What this task involves –
Output the entries exactly as they appear. Pictures should not be included.

Entries taken from a collection –

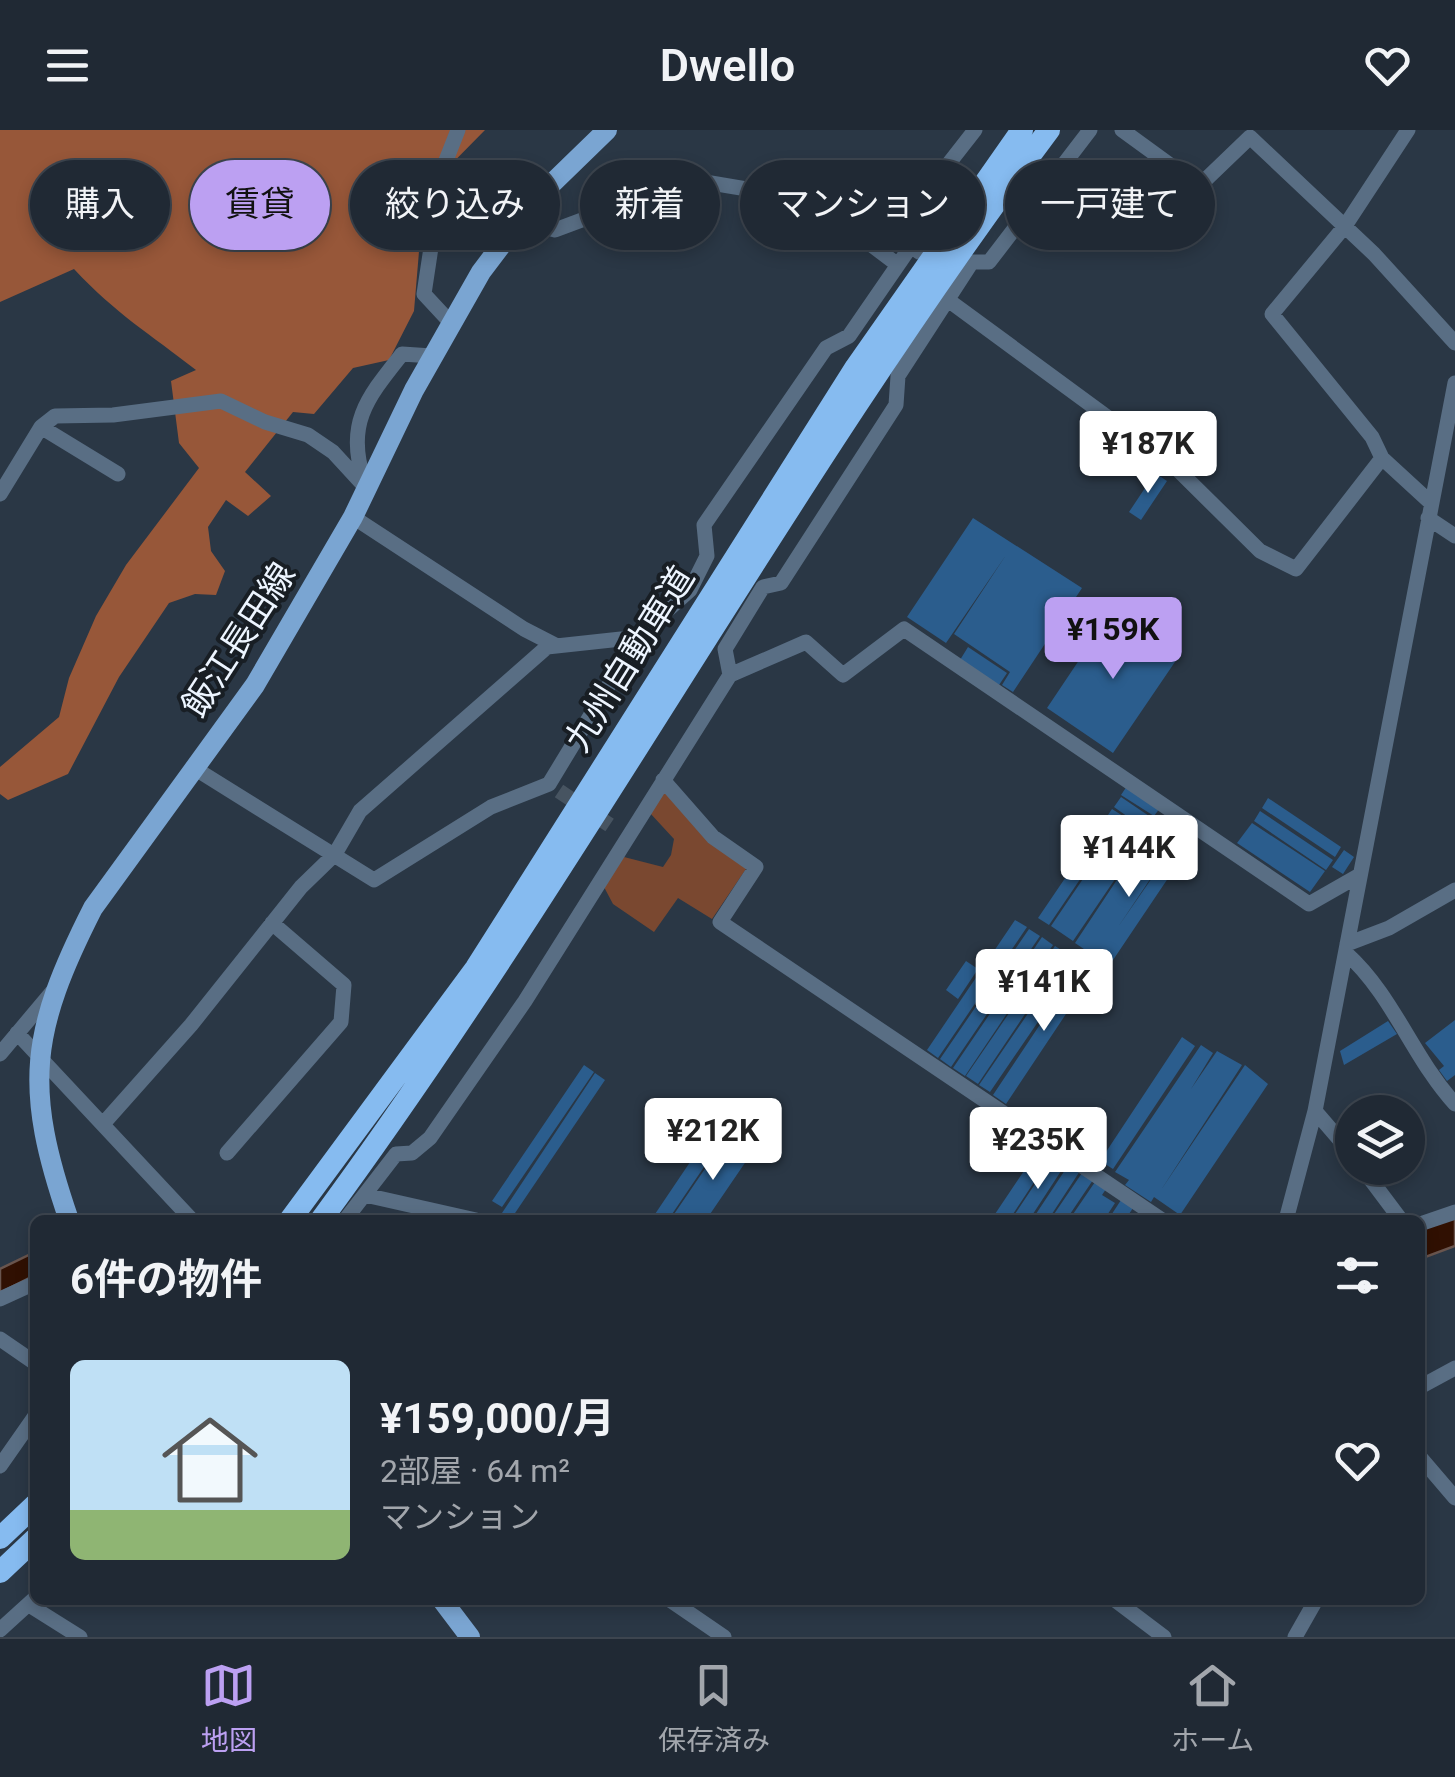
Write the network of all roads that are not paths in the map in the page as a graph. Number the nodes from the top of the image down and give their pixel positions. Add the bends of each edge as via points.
1 (458, 130) edge
2 (607, 130) edge
3 (974, 130) edge
4 (1022, 130) edge
5 (1049, 130) edge
6 (1090, 130) edge
7 (1122, 130) edge
8 (1408, 130) edge
9 (951, 160) edge
10 (560, 179) edge
11 (985, 191) edge
12 (985, 202) edge
13 (1345, 226) junction
14 (560, 228) edge
15 (499, 250) edge
16 (908, 250) edge
17 (917, 250) edge
18 (948, 250) edge
19 (898, 265) junction
20 (960, 280) junction
21 (948, 300) junction
22 (450, 322) junction
23 (1455, 344) edge
24 (432, 356) junction
25 (1455, 383) edge
26 (41, 427) junction
27 (1382, 458) junction
28 (118, 474) dead end
29 (367, 489) junction
30 (0, 494) edge
31 (1430, 510) junction
32 (354, 517) junction
33 (1455, 536) edge
34 (628, 646) junction
35 (560, 648) junction
36 (730, 676) junction
37 (194, 768) junction
38 (663, 780) junction
39 (334, 854) junction
40 (1358, 876) junction
41 (1455, 890) edge
42 (272, 923) junction
43 (1347, 949) junction
44 (57, 986) junction
45 (17, 1033) junction
46 (0, 1054) edge
47 (40, 1057) junction
48 (1455, 1104) edge
49 (1315, 1111) junction
50 (384, 1115) junction
51 (103, 1124) junction
52 (1335, 1134) edge
53 (227, 1152) dead end
54 (1375, 1185) edge
55 (365, 1194) junction
56 (1455, 1212) edge
57 (67, 1215) edge
58 (187, 1215) edge
59 (294, 1215) edge
60 (323, 1215) edge
61 (349, 1215) edge
62 (455, 1215) edge
63 (1155, 1215) edge
64 (1287, 1215) edge
65 (1397, 1215) edge
66 (1425, 1222) edge
67 (30, 1285) edge
68 (0, 1299) edge
69 (0, 1339) edge
70 (30, 1360) edge
71 (1455, 1368) edge
72 (1425, 1384) edge
73 (30, 1423) edge
74 (1425, 1463) edge
75 (0, 1466) edge
76 (1455, 1498) edge
77 (30, 1509) edge
78 (0, 1538) edge
79 (30, 1544) edge
80 (0, 1572) edge
81 (30, 1604) edge
82 (36, 1605) edge
83 (446, 1605) edge
84 (677, 1605) edge
85 (1121, 1605) edge
86 (1313, 1605) edge
87 (0, 1630) edge
88 (80, 1637) edge
89 (470, 1637) edge
90 (724, 1637) edge
91 (1164, 1637) edge
92 (1295, 1637) edge

1 - 22 street via 443,168 424,294
2 - 10 main road, 飯江長田線
3 - 9 street
4 - 11 highway, 九州自動車道
5 - 12 highway, 九州自動車道
6 - 20 street via 989,262 972,262
7 - 13 street via 1199,186 1250,137
8 - 13 street
13 - 23 street
13 - 27 street via 1272,314
14 - 19 street via 665,189 706,182 812,200
15 - 22 main road, 飯江長田線
16 - 19 street
17 - 20 street
18 - 50 highway, 九州自動車道
19 - 34 street via 848,336 826,348 704,525 707,556 690,590
20 - 21 street
21 - 27 street via 1174,466 1260,551 1296,569
21 - 36 street via 898,376 896,405 780,583 763,588 725,649
22 - 24 main road, 飯江長田線
24 - 29 main road, 飯江長田線
24 - 29 street via 402,354 358,416 358,464
25 - 31 street
26 - 28 street
26 - 29 street via 55,416 221,401 308,435
26 - 30 street
27 - 31 street
29 - 32 main road, 飯江長田線
31 - 33 street
31 - 40 street
32 - 35 street
32 - 37 main road, 飯江長田線 via 255,685
34 - 35 street via 621,639
34 - 39 street via 554,787 491,806 374,880
35 - 39 street via 547,647 360,810
36 - 38 street
36 - 40 street via 806,642 843,676 904,629 1310,904
37 - 39 street
37 - 44 main road, 飯江長田線 via 93,908
38 - 55 street via 621,832 525,1001 430,1138 412,1152 396,1154
38 - 63 street via 713,837 756,867 720,922
39 - 42 street
40 - 43 street
41 - 43 street
42 - 51 street
42 - 53 street via 344,985 341,1022
43 - 48 street
43 - 49 street
44 - 45 street
44 - 47 main road, 飯江長田線
45 - 46 street
45 - 47 street
47 - 51 street
47 - 57 main road, 飯江長田線 via 36,1090
49 - 52 street
49 - 64 street
50 - 59 highway, 九州自動車道
50 - 60 highway, 九州自動車道
51 - 58 street
54 - 65 street
55 - 61 street
55 - 62 street
56 - 66 street
67 - 68 street
69 - 70 street
71 - 72 street
73 - 75 street
74 - 76 street
77 - 78 highway
79 - 80 highway
81 - 87 street
82 - 88 street
83 - 89 main road
84 - 90 street
85 - 91 street
86 - 92 street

Response area –
Write the network of all roads that are not paths in the map in the page as a graph. Number the nodes from the top of the image down and give their pixel positions. Add the bends of each edge as via points.
1 (458, 130) edge
2 (607, 130) edge
3 (974, 130) edge
4 (1022, 130) edge
5 (1049, 130) edge
6 (1090, 130) edge
7 (1122, 130) edge
8 (1408, 130) edge
9 (951, 160) edge
10 (560, 179) edge
11 (985, 191) edge
12 (985, 202) edge
13 (1345, 226) junction
14 (560, 228) edge
15 (499, 250) edge
16 (908, 250) edge
17 (917, 250) edge
18 (948, 250) edge
19 (898, 265) junction
20 (960, 280) junction
21 (948, 300) junction
22 (450, 322) junction
23 (1455, 344) edge
24 (432, 356) junction
25 (1455, 383) edge
26 (41, 427) junction
27 (1382, 458) junction
28 (118, 474) dead end
29 (367, 489) junction
30 (0, 494) edge
31 (1430, 510) junction
32 (354, 517) junction
33 (1455, 536) edge
34 (628, 646) junction
35 (560, 648) junction
36 (730, 676) junction
37 (194, 768) junction
38 (663, 780) junction
39 (334, 854) junction
40 (1358, 876) junction
41 (1455, 890) edge
42 (272, 923) junction
43 (1347, 949) junction
44 (57, 986) junction
45 (17, 1033) junction
46 (0, 1054) edge
47 (40, 1057) junction
48 (1455, 1104) edge
49 (1315, 1111) junction
50 (384, 1115) junction
51 (103, 1124) junction
52 (1335, 1134) edge
53 (227, 1152) dead end
54 (1375, 1185) edge
55 (365, 1194) junction
56 (1455, 1212) edge
57 (67, 1215) edge
58 (187, 1215) edge
59 (294, 1215) edge
60 (323, 1215) edge
61 (349, 1215) edge
62 (455, 1215) edge
63 (1155, 1215) edge
64 (1287, 1215) edge
65 (1397, 1215) edge
66 (1425, 1222) edge
67 (30, 1285) edge
68 (0, 1299) edge
69 (0, 1339) edge
70 (30, 1360) edge
71 (1455, 1368) edge
72 (1425, 1384) edge
73 (30, 1423) edge
74 (1425, 1463) edge
75 (0, 1466) edge
76 (1455, 1498) edge
77 (30, 1509) edge
78 (0, 1538) edge
79 (30, 1544) edge
80 (0, 1572) edge
81 (30, 1604) edge
82 (36, 1605) edge
83 (446, 1605) edge
84 (677, 1605) edge
85 (1121, 1605) edge
86 (1313, 1605) edge
87 (0, 1630) edge
88 (80, 1637) edge
89 (470, 1637) edge
90 (724, 1637) edge
91 (1164, 1637) edge
92 (1295, 1637) edge

1 - 22 street via 443,168 424,294
2 - 10 main road, 飯江長田線
3 - 9 street
4 - 11 highway, 九州自動車道
5 - 12 highway, 九州自動車道
6 - 20 street via 989,262 972,262
7 - 13 street via 1199,186 1250,137
8 - 13 street
13 - 23 street
13 - 27 street via 1272,314
14 - 19 street via 665,189 706,182 812,200
15 - 22 main road, 飯江長田線
16 - 19 street
17 - 20 street
18 - 50 highway, 九州自動車道
19 - 34 street via 848,336 826,348 704,525 707,556 690,590
20 - 21 street
21 - 27 street via 1174,466 1260,551 1296,569
21 - 36 street via 898,376 896,405 780,583 763,588 725,649
22 - 24 main road, 飯江長田線
24 - 29 main road, 飯江長田線
24 - 29 street via 402,354 358,416 358,464
25 - 31 street
26 - 28 street
26 - 29 street via 55,416 221,401 308,435
26 - 30 street
27 - 31 street
29 - 32 main road, 飯江長田線
31 - 33 street
31 - 40 street
32 - 35 street
32 - 37 main road, 飯江長田線 via 255,685
34 - 35 street via 621,639
34 - 39 street via 554,787 491,806 374,880
35 - 39 street via 547,647 360,810
36 - 38 street
36 - 40 street via 806,642 843,676 904,629 1310,904
37 - 39 street
37 - 44 main road, 飯江長田線 via 93,908
38 - 55 street via 621,832 525,1001 430,1138 412,1152 396,1154
38 - 63 street via 713,837 756,867 720,922
39 - 42 street
40 - 43 street
41 - 43 street
42 - 51 street
42 - 53 street via 344,985 341,1022
43 - 48 street
43 - 49 street
44 - 45 street
44 - 47 main road, 飯江長田線
45 - 46 street
45 - 47 street
47 - 51 street
47 - 57 main road, 飯江長田線 via 36,1090
49 - 52 street
49 - 64 street
50 - 59 highway, 九州自動車道
50 - 60 highway, 九州自動車道
51 - 58 street
54 - 65 street
55 - 61 street
55 - 62 street
56 - 66 street
67 - 68 street
69 - 70 street
71 - 72 street
73 - 75 street
74 - 76 street
77 - 78 highway
79 - 80 highway
81 - 87 street
82 - 88 street
83 - 89 main road
84 - 90 street
85 - 91 street
86 - 92 street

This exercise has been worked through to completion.